### Task instructions
Below are the records; copy every line in them that holds the string "Francis".

Stored data:

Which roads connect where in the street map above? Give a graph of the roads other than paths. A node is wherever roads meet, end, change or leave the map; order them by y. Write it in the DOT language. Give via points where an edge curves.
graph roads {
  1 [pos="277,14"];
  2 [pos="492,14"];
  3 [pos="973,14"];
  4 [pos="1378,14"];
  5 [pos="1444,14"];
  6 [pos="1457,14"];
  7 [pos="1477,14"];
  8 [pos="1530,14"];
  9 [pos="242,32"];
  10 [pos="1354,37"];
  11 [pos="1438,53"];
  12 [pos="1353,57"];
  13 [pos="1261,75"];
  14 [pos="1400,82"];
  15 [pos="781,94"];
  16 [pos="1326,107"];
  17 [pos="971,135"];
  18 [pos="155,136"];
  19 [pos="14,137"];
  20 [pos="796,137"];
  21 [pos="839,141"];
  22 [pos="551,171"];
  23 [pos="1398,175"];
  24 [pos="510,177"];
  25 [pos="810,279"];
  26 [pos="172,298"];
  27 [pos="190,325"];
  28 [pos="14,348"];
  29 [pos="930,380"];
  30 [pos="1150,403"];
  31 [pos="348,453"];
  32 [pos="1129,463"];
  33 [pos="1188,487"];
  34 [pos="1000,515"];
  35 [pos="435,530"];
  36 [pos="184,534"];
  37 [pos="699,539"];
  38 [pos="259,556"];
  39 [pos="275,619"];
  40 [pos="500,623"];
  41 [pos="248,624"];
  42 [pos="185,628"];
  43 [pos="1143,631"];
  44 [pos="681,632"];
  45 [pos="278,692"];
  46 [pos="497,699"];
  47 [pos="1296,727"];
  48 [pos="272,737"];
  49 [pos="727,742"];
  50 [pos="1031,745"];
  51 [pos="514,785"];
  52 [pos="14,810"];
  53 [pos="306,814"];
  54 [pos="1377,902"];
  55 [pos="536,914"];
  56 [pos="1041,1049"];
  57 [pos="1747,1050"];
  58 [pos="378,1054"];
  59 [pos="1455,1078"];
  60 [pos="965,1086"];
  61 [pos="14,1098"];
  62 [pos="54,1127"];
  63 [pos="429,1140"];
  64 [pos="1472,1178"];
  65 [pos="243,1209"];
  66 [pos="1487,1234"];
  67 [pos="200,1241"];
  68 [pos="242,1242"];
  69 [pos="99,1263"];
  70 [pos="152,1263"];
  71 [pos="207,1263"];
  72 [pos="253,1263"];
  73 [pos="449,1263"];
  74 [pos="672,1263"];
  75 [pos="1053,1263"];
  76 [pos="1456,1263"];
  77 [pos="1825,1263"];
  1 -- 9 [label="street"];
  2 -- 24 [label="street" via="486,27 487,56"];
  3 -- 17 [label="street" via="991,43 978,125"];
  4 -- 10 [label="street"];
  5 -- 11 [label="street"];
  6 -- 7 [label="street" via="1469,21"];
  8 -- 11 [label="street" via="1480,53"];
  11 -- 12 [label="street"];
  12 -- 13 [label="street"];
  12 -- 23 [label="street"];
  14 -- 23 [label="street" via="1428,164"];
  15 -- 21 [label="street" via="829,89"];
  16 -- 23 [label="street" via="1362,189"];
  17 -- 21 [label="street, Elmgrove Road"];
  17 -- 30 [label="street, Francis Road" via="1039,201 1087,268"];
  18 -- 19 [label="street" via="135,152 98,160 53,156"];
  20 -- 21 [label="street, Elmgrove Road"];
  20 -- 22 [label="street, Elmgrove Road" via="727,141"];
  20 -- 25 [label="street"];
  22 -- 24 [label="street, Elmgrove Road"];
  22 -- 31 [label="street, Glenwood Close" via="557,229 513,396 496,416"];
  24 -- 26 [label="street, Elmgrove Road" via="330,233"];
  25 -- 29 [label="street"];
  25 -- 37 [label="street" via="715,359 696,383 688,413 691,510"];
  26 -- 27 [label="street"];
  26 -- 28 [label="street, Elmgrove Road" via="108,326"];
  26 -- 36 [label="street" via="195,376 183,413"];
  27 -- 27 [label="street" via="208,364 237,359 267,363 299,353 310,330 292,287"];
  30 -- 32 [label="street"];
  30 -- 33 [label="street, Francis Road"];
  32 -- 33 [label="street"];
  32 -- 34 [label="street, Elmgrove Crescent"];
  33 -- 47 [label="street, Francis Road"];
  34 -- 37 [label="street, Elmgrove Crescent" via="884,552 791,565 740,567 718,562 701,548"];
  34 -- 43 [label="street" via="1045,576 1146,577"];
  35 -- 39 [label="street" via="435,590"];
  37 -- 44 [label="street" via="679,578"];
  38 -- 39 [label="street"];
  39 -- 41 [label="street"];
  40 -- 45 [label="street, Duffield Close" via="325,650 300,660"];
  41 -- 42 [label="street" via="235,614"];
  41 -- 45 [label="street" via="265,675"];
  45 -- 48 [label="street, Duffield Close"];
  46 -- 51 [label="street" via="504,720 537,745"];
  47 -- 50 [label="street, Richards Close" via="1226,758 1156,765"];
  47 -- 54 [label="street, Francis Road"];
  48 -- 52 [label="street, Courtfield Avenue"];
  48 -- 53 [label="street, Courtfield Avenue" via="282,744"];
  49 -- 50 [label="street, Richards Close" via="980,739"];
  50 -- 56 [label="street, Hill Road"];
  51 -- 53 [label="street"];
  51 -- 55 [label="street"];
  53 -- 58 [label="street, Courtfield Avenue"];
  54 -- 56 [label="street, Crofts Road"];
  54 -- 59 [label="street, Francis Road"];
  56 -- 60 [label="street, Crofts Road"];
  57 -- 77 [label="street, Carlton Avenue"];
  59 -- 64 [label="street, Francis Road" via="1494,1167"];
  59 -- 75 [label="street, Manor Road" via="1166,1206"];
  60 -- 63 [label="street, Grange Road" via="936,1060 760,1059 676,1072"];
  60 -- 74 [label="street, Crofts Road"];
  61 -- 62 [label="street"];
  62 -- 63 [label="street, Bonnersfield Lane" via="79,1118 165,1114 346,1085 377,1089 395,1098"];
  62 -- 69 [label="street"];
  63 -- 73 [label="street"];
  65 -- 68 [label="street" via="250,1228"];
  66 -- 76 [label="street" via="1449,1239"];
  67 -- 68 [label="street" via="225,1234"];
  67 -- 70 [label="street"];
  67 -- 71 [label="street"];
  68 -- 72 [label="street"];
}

### Result
  17 -- 30 [label="street, Francis Road" via="1039,201 1087,268"];
  30 -- 33 [label="street, Francis Road"];
  33 -- 47 [label="street, Francis Road"];
  47 -- 54 [label="street, Francis Road"];
  54 -- 59 [label="street, Francis Road"];
  59 -- 64 [label="street, Francis Road" via="1494,1167"];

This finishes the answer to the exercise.